Harrisburg, the AA affiliate of the Washington Nationals, refused to lose without a fight, however. They hit several singles and a home run, eventually forcing a tenth inning.

Even in the most intense moments, though, like when right fielder Rhett Wiseman hit a double in the top of the ninth for the Senators, scoring two runs and tying the game, the crowd never seemed to lose hope or focus.

Monsters must not be the only thing to run in the New England family. So, it seems, does devotion.

The crowd on July 25 paid attention. Before what could be a strike three against any Harrisburg batter, they stomped their feet on the bleachers. Any time the umpire made a call that went against the home team, he heard about it. When coaches replaced Sea Dogs’ starting pitcher Chris Sale, the crowd stood and cheered him on until he ducked into the dugout.

The game, as robust as it sometimes seems, requires attention. It’s old, after all. It’s of a different era, built for radio and box scores. The human voice can travel at the same speed as the ball and narrate the action as it happens—“going, going, gone!”

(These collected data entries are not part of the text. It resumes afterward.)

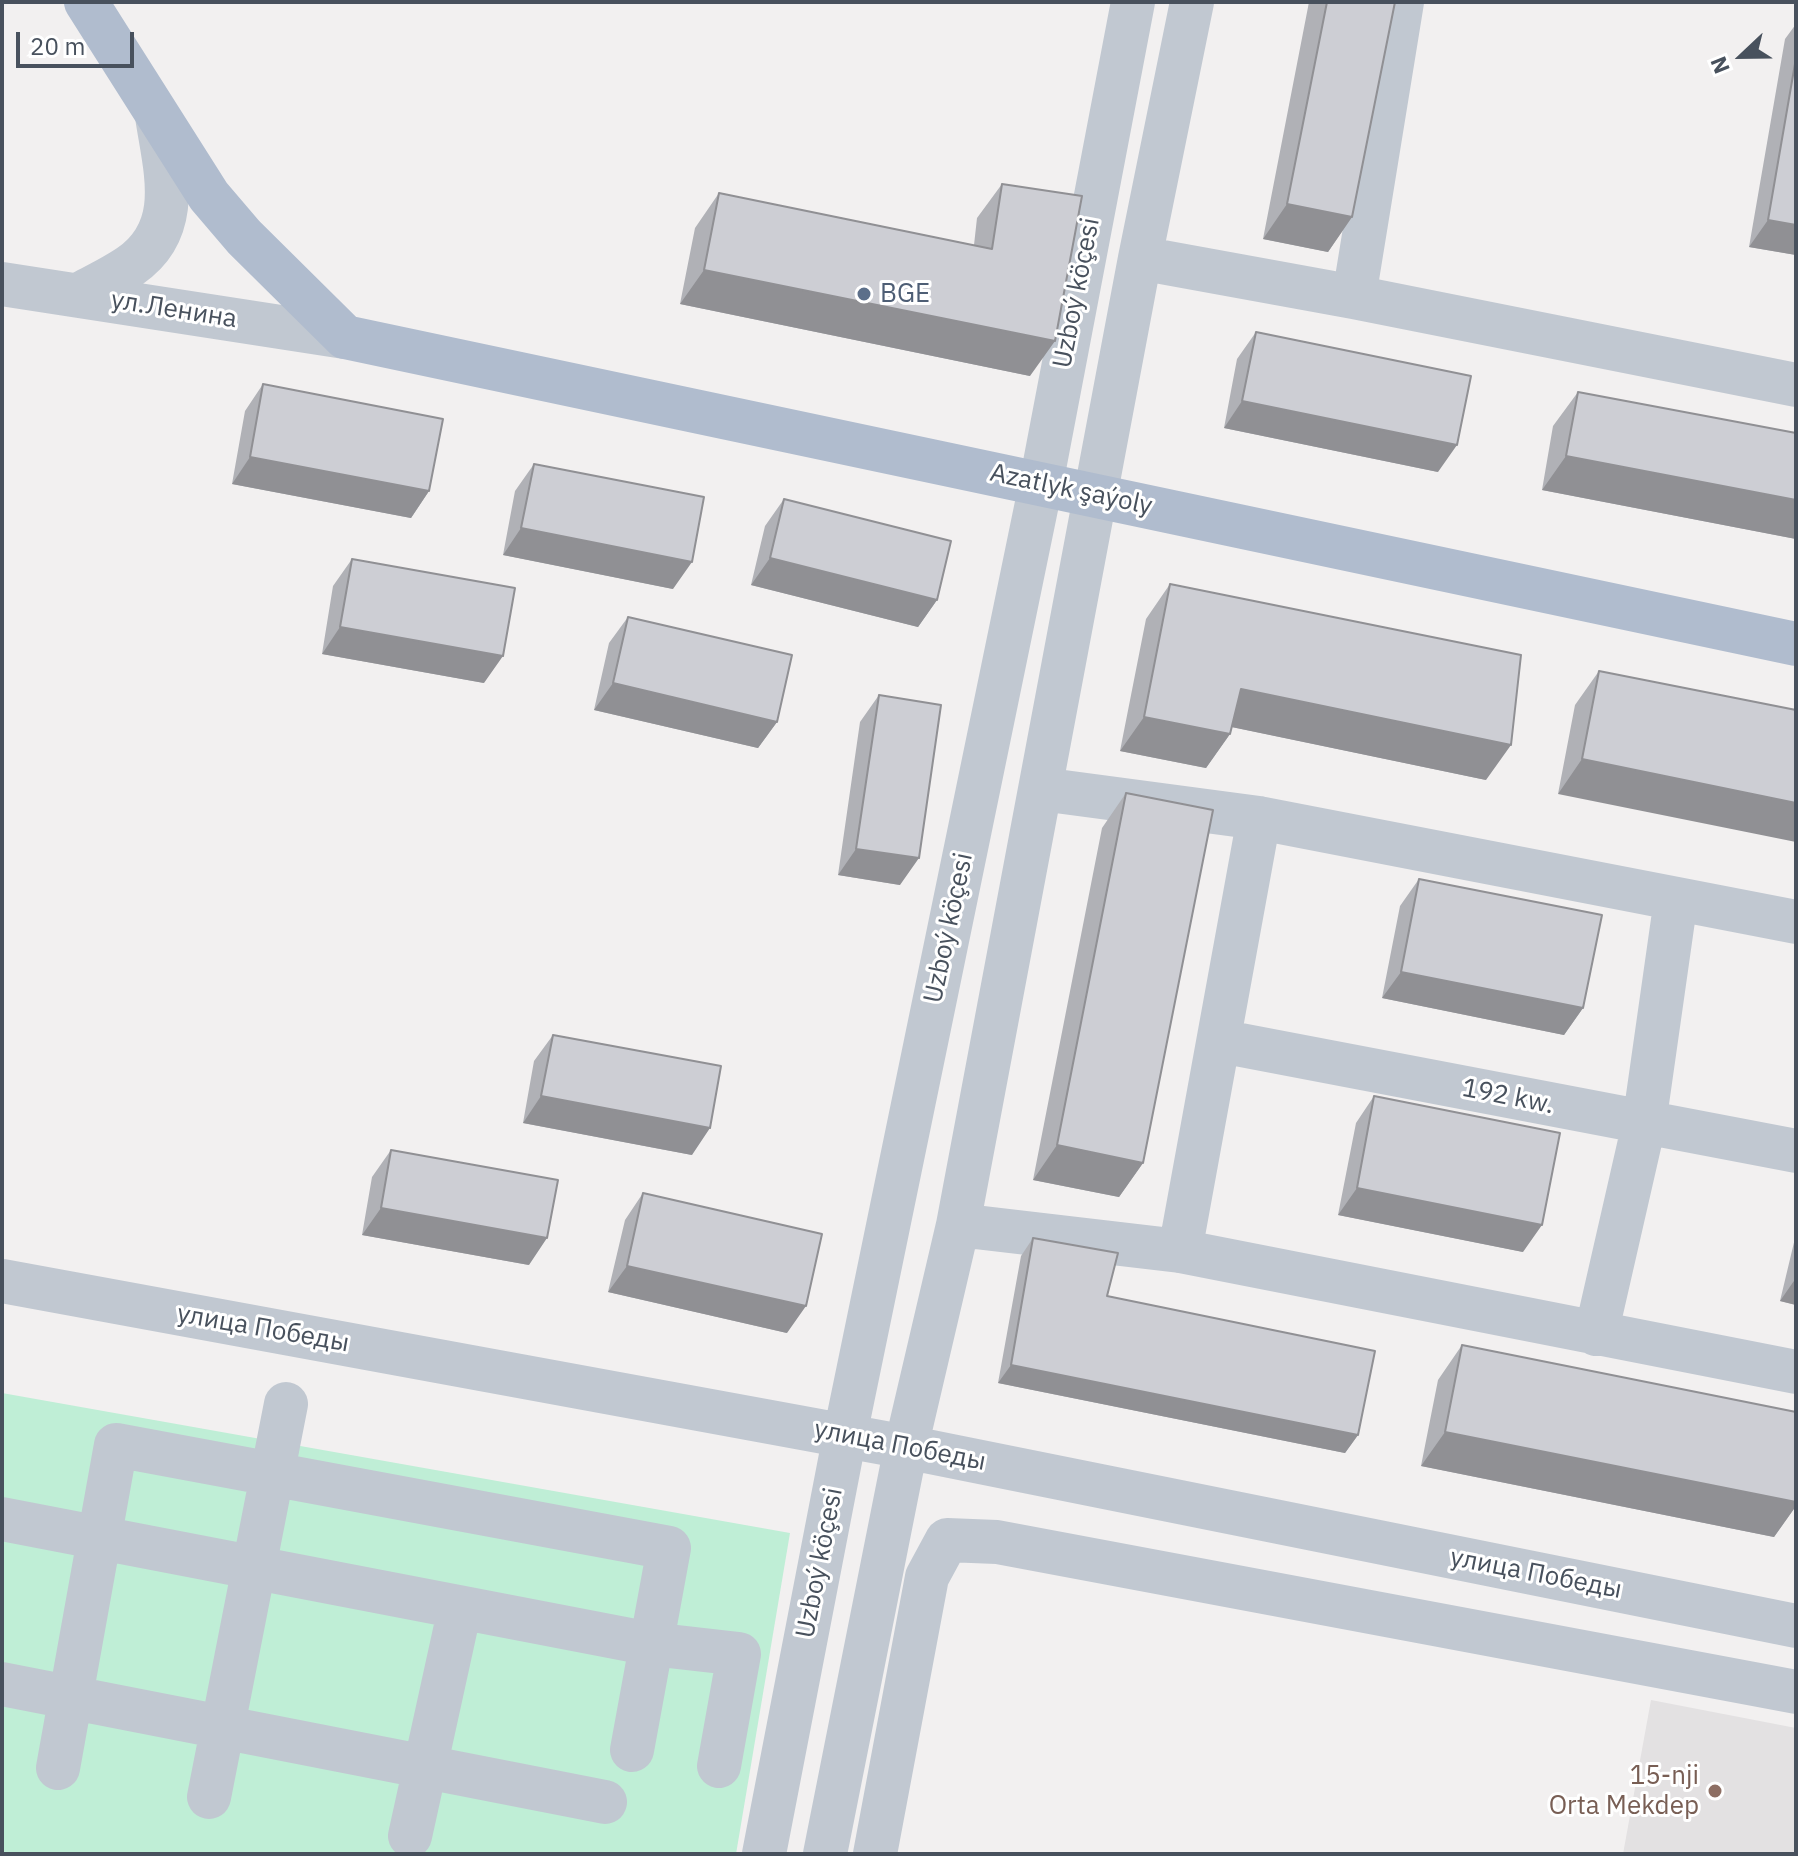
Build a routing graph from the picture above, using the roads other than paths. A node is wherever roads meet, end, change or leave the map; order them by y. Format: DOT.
graph roads {
  1 [pos="86,2"];
  2 [pos="1133,2"];
  3 [pos="1192,2"];
  4 [pos="1402,2"];
  5 [pos="157,116"];
  6 [pos="1140,258"];
  7 [pos="2,284"];
  8 [pos="80,294"];
  9 [pos="1354,297"];
  10 [pos="345,337"];
  11 [pos="1796,385"];
  12 [pos="1041,484"];
  13 [pos="1095,494"];
  14 [pos="1796,644"];
  15 [pos="1041,789"];
  16 [pos="1259,818"];
  17 [pos="1676,899"];
  18 [pos="1796,922"];
  19 [pos="1220,1041"];
  20 [pos="1644,1124"];
  21 [pos="1796,1151"];
  22 [pos="958,1225"];
  23 [pos="1180,1251"];
  24 [pos="2,1281"];
  25 [pos="1596,1334"];
  26 [pos="1796,1372"];
  27 [pos="286,1404"];
  28 [pos="845,1435"];
  29 [pos="906,1447"];
  30 [pos="273,1474"];
  31 [pos="2,1519"];
  32 [pos="100,1539"];
  33 [pos="254,1568"];
  34 [pos="460,1608"];
  35 [pos="1796,1626"];
  36 [pos="651,1644"];
  37 [pos="2,1684"];
  38 [pos="1796,1692"];
  39 [pos="70,1697"];
  40 [pos="223,1727"];
  41 [pos="632,1750"];
  42 [pos="719,1766"];
  43 [pos="425,1767"];
  44 [pos="58,1768"];
  45 [pos="209,1797"];
  46 [pos="605,1802"];
  47 [pos="410,1836"];
  48 [pos="764,1854"];
  49 [pos="825,1854"];
  50 [pos="875,1854"];
  1 -- 5 [label="main road"];
  2 -- 12 [label="street, Uzboý köçesi"];
  3 -- 6 [label="street"];
  4 -- 9 [label="street"];
  5 -- 8 [label="street"];
  5 -- 10 [label="main road"];
  6 -- 9 [label="street"];
  6 -- 13 [label="street"];
  7 -- 8 [label="street, ул.Ленина"];
  8 -- 10 [label="street, ул.Ленина"];
  9 -- 11 [label="street"];
  10 -- 12 [label="main road, Azatlyk şaýoly"];
  12 -- 13 [label="main road, Azatlyk şaýoly"];
  12 -- 28 [label="street, Uzboý köçesi"];
  13 -- 14 [label="main road, Azatlyk şaýoly"];
  13 -- 15 [label="street"];
  15 -- 16 [label="street"];
  15 -- 22 [label="street"];
  16 -- 17 [label="street"];
  16 -- 19 [label="street"];
  17 -- 18 [label="street"];
  17 -- 20 [label="street"];
  19 -- 20 [label="street, 192 kw."];
  19 -- 23 [label="street"];
  20 -- 21 [label="street, 192 kw."];
  20 -- 25 [label="street"];
  22 -- 23 [label="street"];
  22 -- 29 [label="street"];
  23 -- 25 [label="street"];
  24 -- 28 [label="street, улица Победы"];
  25 -- 26 [label="street"];
  27 -- 30 [label="street"];
  28 -- 29 [label="street, улица Победы"];
  28 -- 48 [label="street, Uzboý köçesi"];
  29 -- 35 [label="street, улица Победы"];
  29 -- 49 [label="street"];
  30 -- 32 [label="street"];
  30 -- 33 [label="street"];
  30 -- 36 [label="street"];
  31 -- 32 [label="street"];
  32 -- 33 [label="street"];
  32 -- 39 [label="street"];
  33 -- 34 [label="street"];
  33 -- 40 [label="street"];
  34 -- 36 [label="street"];
  34 -- 43 [label="street"];
  36 -- 41 [label="street"];
  36 -- 42 [label="street"];
  37 -- 39 [label="street"];
  38 -- 50 [label="street"];
  39 -- 40 [label="street"];
  39 -- 44 [label="street"];
  40 -- 43 [label="street"];
  40 -- 45 [label="street"];
  43 -- 46 [label="street"];
  43 -- 47 [label="street"];
}
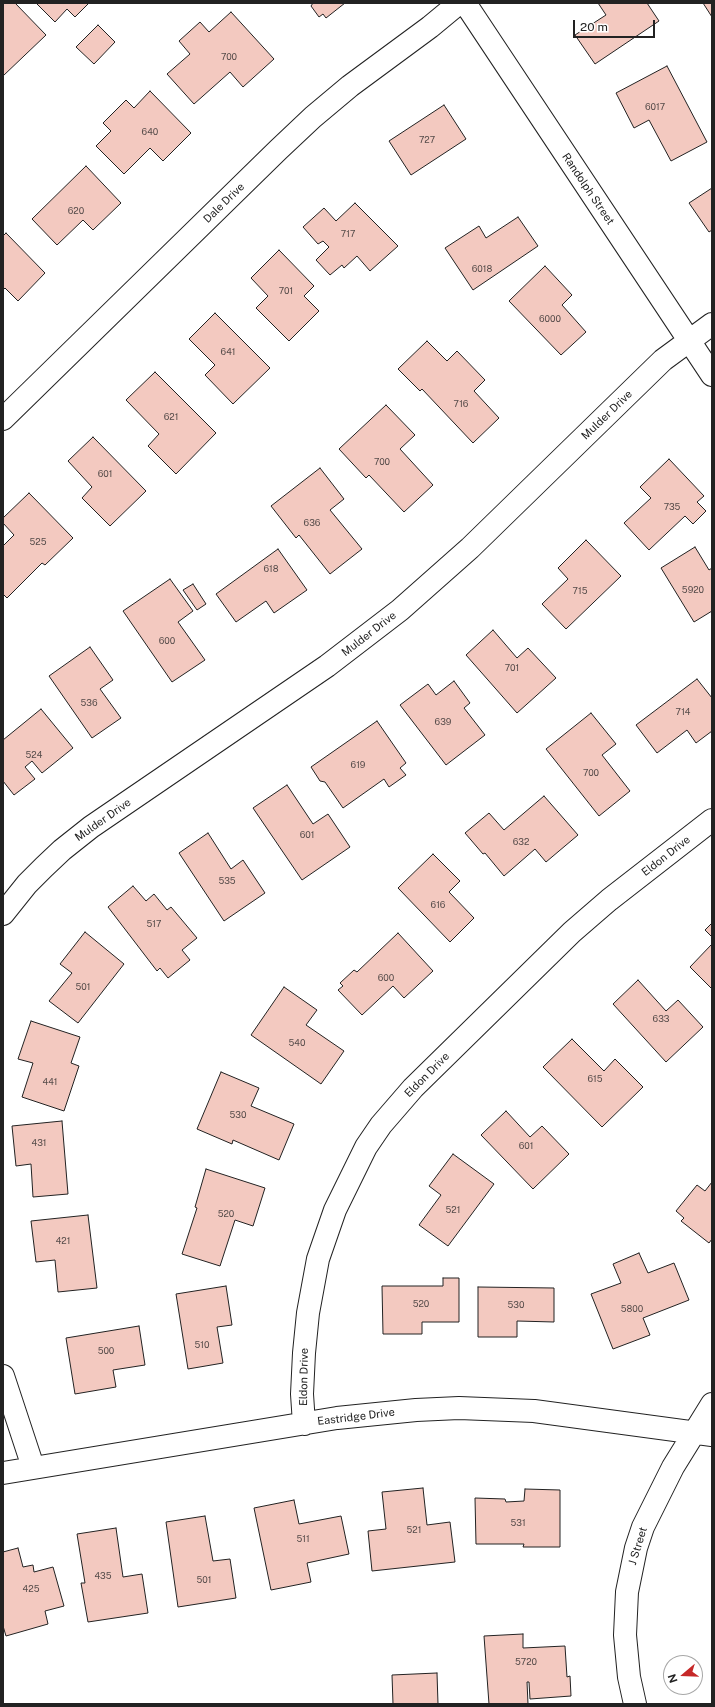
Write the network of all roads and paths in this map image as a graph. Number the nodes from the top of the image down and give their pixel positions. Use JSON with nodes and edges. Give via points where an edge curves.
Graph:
{"nodes":[{"id":1,"x":459,"y":3,"type":"edge"},
{"id":2,"x":465,"y":3,"type":"edge"},
{"id":3,"x":712,"y":324,"type":"edge"},
{"id":4,"x":689,"y":341,"type":"junction"},
{"id":5,"x":712,"y":375,"type":"edge"},
{"id":6,"x":3,"y":420,"type":"edge"},
{"id":7,"x":712,"y":820,"type":"edge"},
{"id":8,"x":3,"y":914,"type":"edge"},
{"id":9,"x":3,"y":1376,"type":"edge"},
{"id":10,"x":712,"y":1404,"type":"edge"},
{"id":11,"x":304,"y":1424,"type":"junction"},
{"id":12,"x":703,"y":1434,"type":"edge"},
{"id":13,"x":33,"y":1468,"type":"junction"},
{"id":14,"x":3,"y":1473,"type":"edge"},
{"id":15,"x":635,"y":1704,"type":"edge"}],
"edges":[{"from":1,"to":6,"type":"street","name":"Dale Drive","via":[[350,86],[308,122]]},
{"from":2,"to":4,"type":"street","name":"Randolph Street"},
{"from":3,"to":4,"type":"street","name":"Mulder Drive"},
{"from":4,"to":5,"type":"street","name":"Randolph Street"},
{"from":4,"to":8,"type":"street","name":"Mulder Drive","via":[[663,360],[470,548],[400,610],[328,666],[74,840],[27,884]]},
{"from":7,"to":11,"type":"street","name":"Eldon Drive","via":[[572,932],[413,1088],[366,1147],[334,1210],[318,1259],[304,1353]]},
{"from":9,"to":13,"type":"street"},
{"from":10,"to":12,"type":"street","name":"J Street"},
{"from":11,"to":12,"type":"street","name":"Eastridge Drive","via":[[376,1413],[460,1408],[534,1411]]},
{"from":11,"to":13,"type":"street","name":"Eastridge Drive"},
{"from":12,"to":15,"type":"street","name":"J Street","via":[[674,1467],[643,1527],[631,1569],[625,1635],[628,1677]]},
{"from":13,"to":14,"type":"street","name":"Eastridge Drive"}]}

The innings, too, seemed to be going, going, gone, and with them, my time left on this journey. It felt fitting that as I sat in historic New England, a line from the musical Hamilton kept flashing through my mind.

The idea was that when George Washington refused to run for a third term as president, he wanted to give the nation an opportunity to move on. He wanted to, in the words of Lin Manuel Miranda, “teach ‘em how to say goodbye.”

Undoubtedly, baseball is part of America’s legacy, and the game can teach many things. It just so happens to be especially good at dramatic farewells.

In the bottom of the tenth, with the score tied 5-5, Sea Dogs outfielder Devlin Granberg singled, and Pedro Castellanos scored. Just like that, Portland won.

The game was over. And, in a way, it never will be.

For as Donald Hall wrote, “Baseball is continuous, like nothing else among American things, an endless game of repeated summers.”